• **Data shown**:
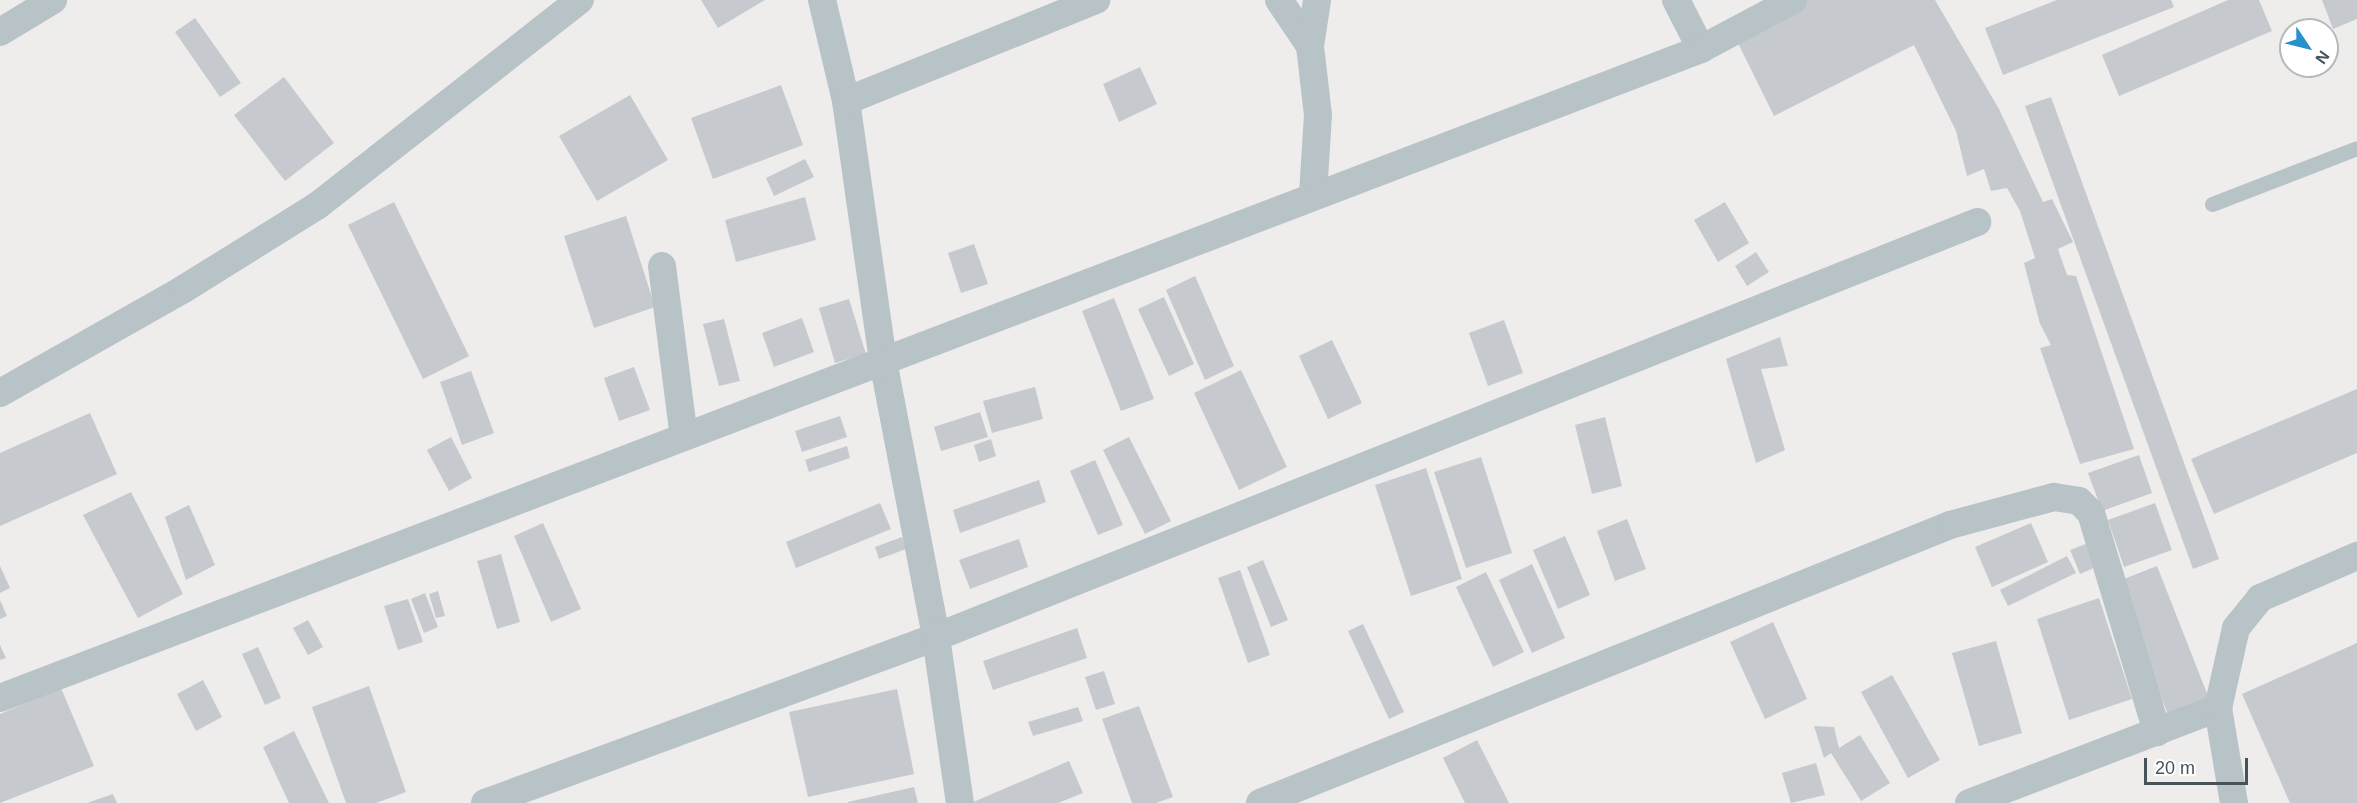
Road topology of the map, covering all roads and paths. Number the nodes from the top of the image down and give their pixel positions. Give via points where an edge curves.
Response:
1 (53, 0) edge
2 (580, 0) edge
3 (822, 0) edge
4 (1096, 0) edge
5 (1279, 0) edge
6 (1317, 0) edge
7 (1676, 0) edge
8 (1793, 0) edge
9 (0, 32) edge
10 (1310, 46) junction
11 (1701, 49) junction
12 (846, 101) junction
13 (2357, 148) edge
14 (1313, 195) junction
15 (2212, 204) dead end
16 (1977, 222) dead end
17 (662, 266) dead end
18 (882, 361) junction
19 (0, 393) edge
20 (684, 437) junction
21 (2357, 556) edge
22 (936, 637) junction
23 (0, 698) edge
24 (2218, 708) junction
25 (2157, 732) junction
26 (485, 803) edge
27 (960, 803) edge
28 (1260, 803) edge
29 (1969, 803) edge
30 (2235, 803) edge

1 - 9 street
2 - 19 street via 317,206 182,290
3 - 12 street
4 - 12 street
5 - 10 street
6 - 10 street
7 - 11 street
8 - 11 street
10 - 14 street via 1318,115
11 - 14 street
12 - 18 street
13 - 15 lane
14 - 18 street
16 - 22 street
17 - 20 street
18 - 20 street
18 - 22 street
20 - 23 street
21 - 24 street via 2260,598 2236,628
22 - 26 street
22 - 27 street
24 - 25 street
24 - 30 street
25 - 28 street via 2091,513 2079,501 2054,497 1950,525
25 - 29 street

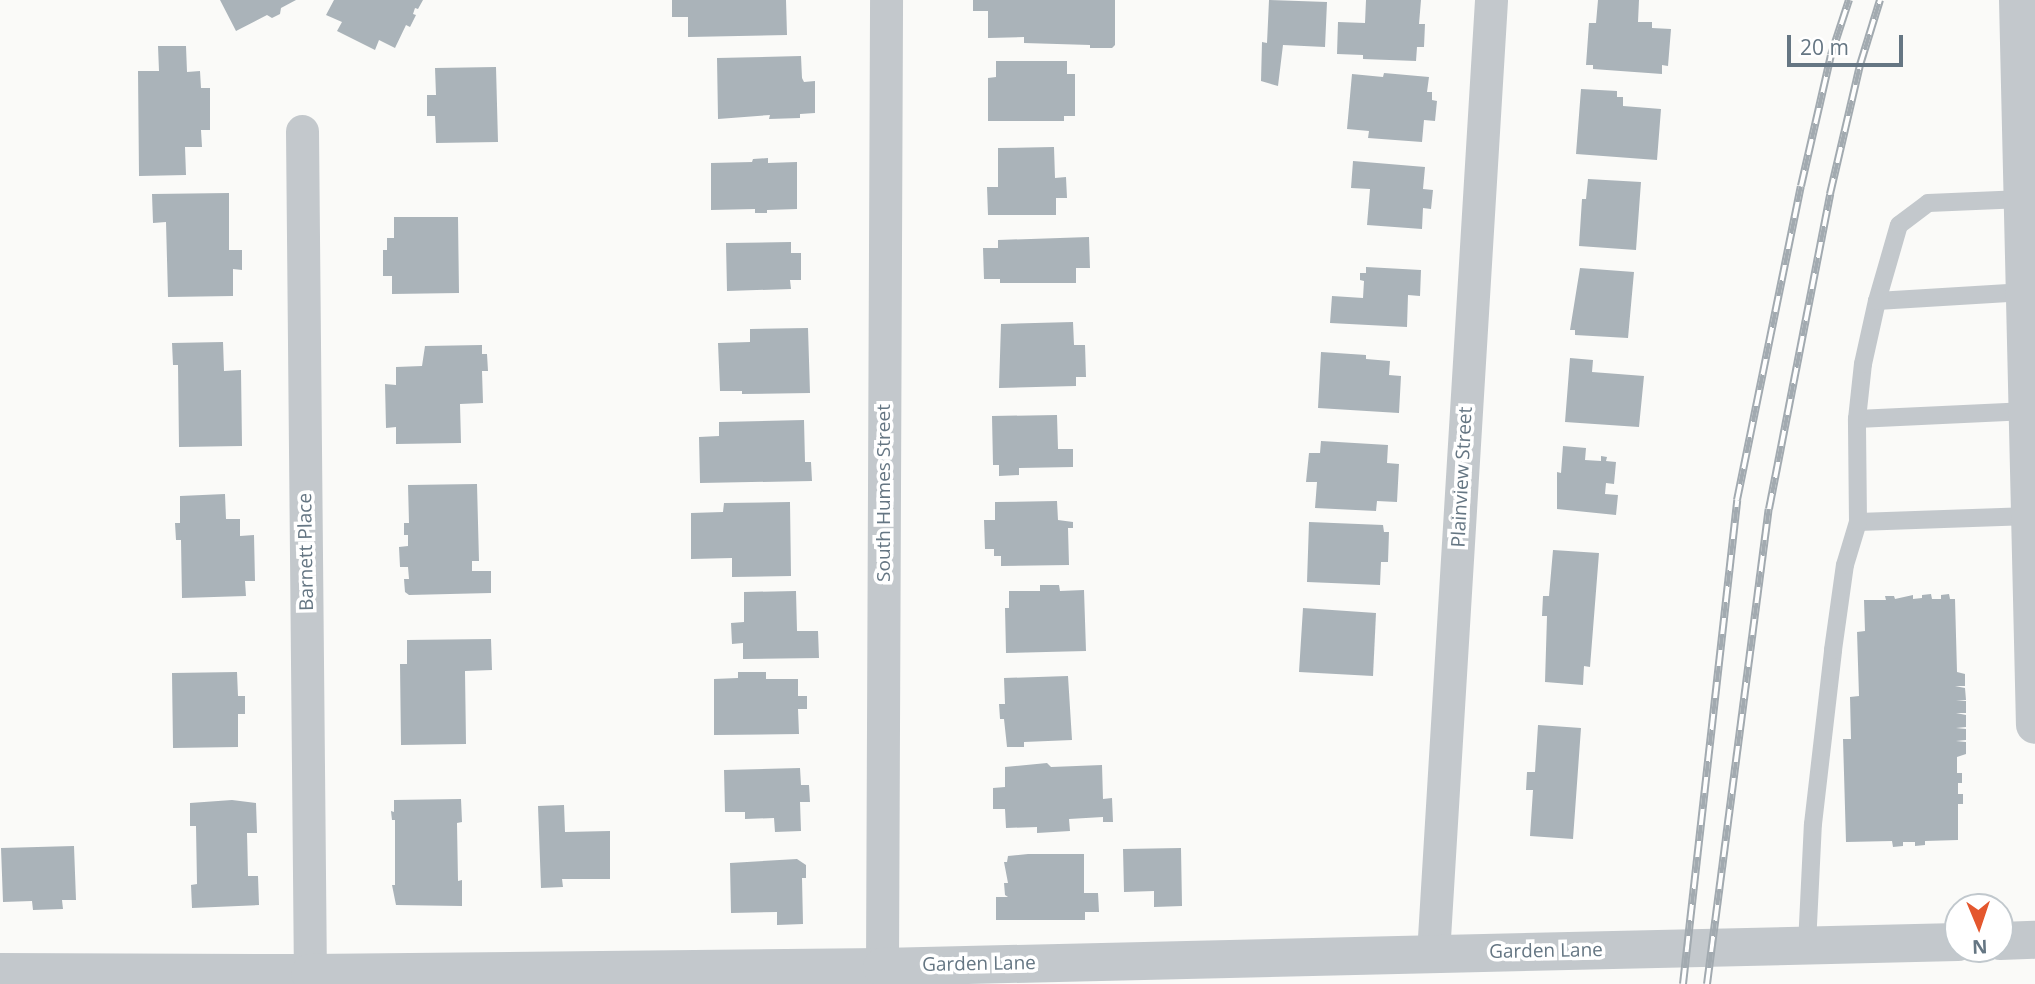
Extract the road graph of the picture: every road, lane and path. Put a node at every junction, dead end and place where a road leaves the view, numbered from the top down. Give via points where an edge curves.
1 (887, 0) edge
2 (1491, 0) edge
3 (2018, 0) edge
4 (302, 131) dead end
5 (2023, 199) junction
6 (2025, 292) junction
7 (1877, 301) junction
8 (2028, 411) junction
9 (1857, 419) junction
10 (2030, 516) junction
11 (1857, 522) junction
12 (2035, 725) edge
13 (2035, 940) edge
14 (2014, 941) edge
15 (1944, 942) edge
16 (1807, 945) junction
17 (1433, 954) junction
18 (0, 972) edge
19 (310, 972) junction
20 (879, 975) edge

1 - 20 street, South Humes Street
2 - 17 street, Plainview Street
3 - 5 street
4 - 19 street, Barnett Place
5 - 6 street
5 - 7 lane via 1928,202 1899,225
6 - 7 lane
6 - 8 street
7 - 9 lane
8 - 9 lane
8 - 10 street
9 - 11 lane
10 - 11 lane
10 - 12 street
11 - 16 lane via 1845,565 1833,650 1813,824
13 - 14 street
15 - 16 street, Garden Lane
16 - 17 street, Garden Lane
17 - 20 street, Garden Lane
18 - 19 street, Garden Lane
19 - 20 street, Garden Lane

• **Exercise objective**: Look through the listing above and count the lines where the string "dead" appears. Report the number only.

• **Response area**: 5